リハーサルは夕方からなので、午前中は自由行動。モーツァルト広場でおみやげ買ってから、サウンドオブミュージックで有名なミラベル庭園に行きましたが、一面の雪で花なんかまったく見えません。今度は夏に来よう。
夕方からモーツァルテウムの大ホールでリハーサルです。ここで2番ホルンのエキストラがきてくれました。モーツァルテウムの学生でクリスチャン・シュテールという長身の好青年です。さすがにモーツァルトの国の学生さんで、完璧に吹いてくれました。
演奏曲目は、
モーツァルトの交響曲第5番
セレナータ・ノットゥルナ
ハイドンの交響曲第70番
アンコールは日本の曲がよかろうということで
「あこがれの郵便馬車」(オーボエの井上雅勝による編曲)
終了後ザルツブルク市内のビアハウスで打ち上げ。好青年だったクリスチャンは酒が入るにつれて豹変し、最後には女性団員を口説いていたそうです。やはりホルン吹きはどこの国でも同じか。
11/7(火)
朝からバスでヴィーンへ出発。このバスの運転手がドイツ語しか話しません。しかもかなり訛っているらしい(もちろん私にはわかりませんが)。おかげでドイツ語の話せるチェロの中山嬢はバスガイドの席に座りっぱなしでお相手をさせられていました。しかもこの人が異常に時間に厳しい。

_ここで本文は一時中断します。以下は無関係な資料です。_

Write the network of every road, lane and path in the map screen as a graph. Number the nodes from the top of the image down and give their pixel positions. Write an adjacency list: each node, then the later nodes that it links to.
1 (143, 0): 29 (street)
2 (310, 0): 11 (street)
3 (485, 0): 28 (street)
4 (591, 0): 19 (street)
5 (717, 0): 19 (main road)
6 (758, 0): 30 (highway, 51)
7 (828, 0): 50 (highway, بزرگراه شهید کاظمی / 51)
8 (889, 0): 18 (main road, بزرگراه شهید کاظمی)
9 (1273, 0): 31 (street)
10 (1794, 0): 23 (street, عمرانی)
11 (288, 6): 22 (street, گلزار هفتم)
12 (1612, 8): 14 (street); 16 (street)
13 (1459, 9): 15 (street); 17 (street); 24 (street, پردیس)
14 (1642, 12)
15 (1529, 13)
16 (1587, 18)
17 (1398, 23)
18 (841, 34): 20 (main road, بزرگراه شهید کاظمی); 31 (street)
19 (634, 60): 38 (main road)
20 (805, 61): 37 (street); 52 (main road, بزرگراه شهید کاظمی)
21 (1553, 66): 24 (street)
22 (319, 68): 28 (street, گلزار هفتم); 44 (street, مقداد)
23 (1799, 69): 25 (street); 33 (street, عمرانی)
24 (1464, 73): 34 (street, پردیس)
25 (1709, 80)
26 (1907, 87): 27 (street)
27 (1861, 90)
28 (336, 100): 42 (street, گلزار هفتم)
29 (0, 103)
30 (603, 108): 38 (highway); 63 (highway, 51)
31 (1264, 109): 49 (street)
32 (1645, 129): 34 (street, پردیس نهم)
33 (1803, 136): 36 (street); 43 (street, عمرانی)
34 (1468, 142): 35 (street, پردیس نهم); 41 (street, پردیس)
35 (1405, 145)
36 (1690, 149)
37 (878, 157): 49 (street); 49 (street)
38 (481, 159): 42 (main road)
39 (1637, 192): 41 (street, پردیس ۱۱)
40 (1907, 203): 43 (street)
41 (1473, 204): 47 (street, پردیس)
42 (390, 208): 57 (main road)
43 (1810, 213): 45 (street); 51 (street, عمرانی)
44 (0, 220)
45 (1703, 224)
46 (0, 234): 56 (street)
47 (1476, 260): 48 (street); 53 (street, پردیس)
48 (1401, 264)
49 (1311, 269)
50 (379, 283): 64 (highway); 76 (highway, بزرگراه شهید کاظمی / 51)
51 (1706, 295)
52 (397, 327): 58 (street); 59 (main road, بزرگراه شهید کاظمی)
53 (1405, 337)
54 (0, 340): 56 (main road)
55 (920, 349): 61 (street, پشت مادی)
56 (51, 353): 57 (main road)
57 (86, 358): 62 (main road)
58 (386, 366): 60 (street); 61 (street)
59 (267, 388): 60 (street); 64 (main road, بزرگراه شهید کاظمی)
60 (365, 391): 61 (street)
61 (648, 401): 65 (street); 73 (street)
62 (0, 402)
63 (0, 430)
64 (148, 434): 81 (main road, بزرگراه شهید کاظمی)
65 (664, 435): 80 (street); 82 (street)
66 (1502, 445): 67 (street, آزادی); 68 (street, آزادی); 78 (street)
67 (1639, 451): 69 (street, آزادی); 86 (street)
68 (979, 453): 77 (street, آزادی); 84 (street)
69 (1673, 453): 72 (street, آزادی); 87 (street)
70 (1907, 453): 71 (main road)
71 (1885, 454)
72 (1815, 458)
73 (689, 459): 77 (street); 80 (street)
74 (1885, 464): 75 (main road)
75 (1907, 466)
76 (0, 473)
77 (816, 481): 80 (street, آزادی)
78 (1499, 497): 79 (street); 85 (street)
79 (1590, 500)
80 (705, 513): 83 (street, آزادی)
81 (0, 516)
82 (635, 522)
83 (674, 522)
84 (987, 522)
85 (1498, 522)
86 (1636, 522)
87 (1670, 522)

昼食場所で自分だけ料理をどんどんもってこさせてさっさと食べ終わり、われわれはまだコーヒーを飲んでいないのに「もう時間だ」と怒っています。ヴィーンへ向かう途中で景色のいいところに止めてくれたのはいいんですが、「ここで写真を撮る時間を10分だけやる。それ以上は絶対に待たない」と、まるで修学旅行の引率の先生状態です。この人には最終日にも空港まで送ってもらうことになっていたので、機嫌をそこねたら大変です。バスの時計は5分進んでるし、「みんな10分前には集合しよう」とおびえてしまいました。まあ途中で観光ガイドもしてくれたりと、時間に厳しい以外はひとのいいおじさんでしたが。
ヴィーンへ着いたのは夕方だったので、とりあえず大きな商店街のあるケルントナー通りへ行きましたが、ほとんどの店がもう閉まっていて結局散歩しただけでした。夜は郊外にあるグリンツィンクという飲み屋街(ホイリゲという、生ワインを飲ませる飲み屋がたくさん集まっている)に集合し、アコーディオンとベースの二人組の流しの演奏をバックに宴会でした。
11/8(水)
昼過ぎまで自由行動なので、とりあえずヴィーンの市街を一通り眺めようとリンクという環状道路を走っている路面電車に乗りました。ここを一周すると、博物館や国立歌劇場などの主な建物を見ることができます。あまり時間がないのでこれでヴィーンは見たことにして再びケルントナー通りに行きました。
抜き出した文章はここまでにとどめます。